Sebagai pelajaran jika hendak menuju Kodi siapkan perbekalan makanan, karena akan sangat jarang bahkan tidak ada warung yang menjual makanan di daerah ini. Karena tidak tau akan hal ini maka saya harus menahan lapar yang hinggap hingga saya sampai di kota Waitabula yang notabene adalah ibukota dari kabupaten Sumba Barat Daya.

Dua piring nasi padang sudah bersarang manis di perut sexy saya, itu tandanya perjalanan menuju Waikabubak harus segera dilanjutkan. Ternyata sensasi berkendara di suasana gelap, di tengah rintik hujan serta dengan menggunakan sepeda motor yang lampu depannya mati segan hidup tak mau ini begitu luar biasa.

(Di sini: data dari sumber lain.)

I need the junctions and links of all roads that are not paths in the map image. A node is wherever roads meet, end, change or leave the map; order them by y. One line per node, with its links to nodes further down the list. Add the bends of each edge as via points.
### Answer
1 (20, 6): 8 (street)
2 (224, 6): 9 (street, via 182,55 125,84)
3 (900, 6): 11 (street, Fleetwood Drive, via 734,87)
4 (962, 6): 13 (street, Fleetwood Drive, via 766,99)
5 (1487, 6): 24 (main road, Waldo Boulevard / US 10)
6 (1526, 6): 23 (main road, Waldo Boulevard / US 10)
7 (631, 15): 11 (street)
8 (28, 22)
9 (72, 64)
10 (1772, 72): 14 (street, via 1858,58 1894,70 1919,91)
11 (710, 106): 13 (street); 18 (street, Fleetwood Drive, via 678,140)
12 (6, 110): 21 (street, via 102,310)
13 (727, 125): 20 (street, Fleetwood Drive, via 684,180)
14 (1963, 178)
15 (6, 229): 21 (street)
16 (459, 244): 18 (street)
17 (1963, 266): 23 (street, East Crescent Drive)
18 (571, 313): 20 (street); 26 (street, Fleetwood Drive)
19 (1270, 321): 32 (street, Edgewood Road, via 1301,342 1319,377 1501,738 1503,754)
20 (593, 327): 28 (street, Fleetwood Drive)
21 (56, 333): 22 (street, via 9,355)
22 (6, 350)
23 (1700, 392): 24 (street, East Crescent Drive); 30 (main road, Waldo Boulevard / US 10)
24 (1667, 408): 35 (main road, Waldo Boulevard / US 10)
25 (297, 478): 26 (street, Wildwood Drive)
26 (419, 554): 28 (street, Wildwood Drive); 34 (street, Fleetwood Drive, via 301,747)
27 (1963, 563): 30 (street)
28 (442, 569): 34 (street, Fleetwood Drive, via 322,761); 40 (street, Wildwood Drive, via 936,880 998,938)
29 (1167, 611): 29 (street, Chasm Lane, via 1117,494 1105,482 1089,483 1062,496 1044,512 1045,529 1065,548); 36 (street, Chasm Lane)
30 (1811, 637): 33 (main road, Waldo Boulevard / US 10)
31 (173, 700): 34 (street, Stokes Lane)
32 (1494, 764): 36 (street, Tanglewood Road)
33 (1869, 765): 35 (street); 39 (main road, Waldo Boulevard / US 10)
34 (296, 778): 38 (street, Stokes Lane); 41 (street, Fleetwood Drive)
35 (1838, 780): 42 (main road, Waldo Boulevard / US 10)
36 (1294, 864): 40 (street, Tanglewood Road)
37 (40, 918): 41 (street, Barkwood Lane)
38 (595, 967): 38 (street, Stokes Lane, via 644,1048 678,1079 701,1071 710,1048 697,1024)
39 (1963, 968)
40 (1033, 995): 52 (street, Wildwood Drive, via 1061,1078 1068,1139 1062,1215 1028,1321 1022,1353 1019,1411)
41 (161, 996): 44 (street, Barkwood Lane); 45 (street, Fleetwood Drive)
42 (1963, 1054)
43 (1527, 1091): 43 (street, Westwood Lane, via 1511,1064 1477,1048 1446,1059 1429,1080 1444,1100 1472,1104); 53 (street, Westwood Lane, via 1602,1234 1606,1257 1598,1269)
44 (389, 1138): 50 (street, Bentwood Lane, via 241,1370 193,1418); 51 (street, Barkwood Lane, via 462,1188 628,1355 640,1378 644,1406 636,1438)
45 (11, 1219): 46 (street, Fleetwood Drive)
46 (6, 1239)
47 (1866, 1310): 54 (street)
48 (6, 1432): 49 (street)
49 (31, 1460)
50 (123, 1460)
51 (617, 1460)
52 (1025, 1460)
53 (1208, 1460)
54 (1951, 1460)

Ditambah lagi rem depan motor ini tidak ada, sementara rem belakang sudah aus kelihatannya, ini terasa jika saya mengerem, pijakannya sangat dalam sekali, tak jarang justru handle rem yang saya pijak bergesekan dengan aspal di jalanan, belum lagi anjing yang tiba-tiba saja menyeberang jalan tanpa memberi tanda dulu kalau dia mau menyeberang, (he he emang anjing bisa melambaikan tanggan memberi kode kalau dia mau menyeberang jalan ya). Lebih asiknya lagi dari tiga motor yang sedang konvoi kali itu hanya satu motor yang hidup lampunya. Ah sudahlah, ini menjadi pengalaman yang luar biasa sekali menembus gelapnya jalanan Sumba Barat Daya menuju Sumba Barat dengan sensasi pemacu adrenalin yang begitu menggoda sekali.

DI kampung Ratenggararo
DI kampung Ratenggararo
Yihaaaa walaupun panas nya puoolll
Yihaaaa walaupun panas nya puoolll
seorang warga Ratenggaro
seorang warga Ratenggaro
Kampung Ratenggaro
Kampung Ratenggaro

Akhirnya tepat jam delapan malam kami semua sampai dengan selamat di kota Waikabubak. Semua terlihat capek dan lelah, tak terkecuali saya. Putri malah langsung masuk kamar dan tidak keluar-keluar lagi. Sungguh pengalaman yang luar biasa yang tidak akan saya dapatkan jika saya tidak mengunjungi pulau ini secara langsung. Sumba itu Indah Kawan.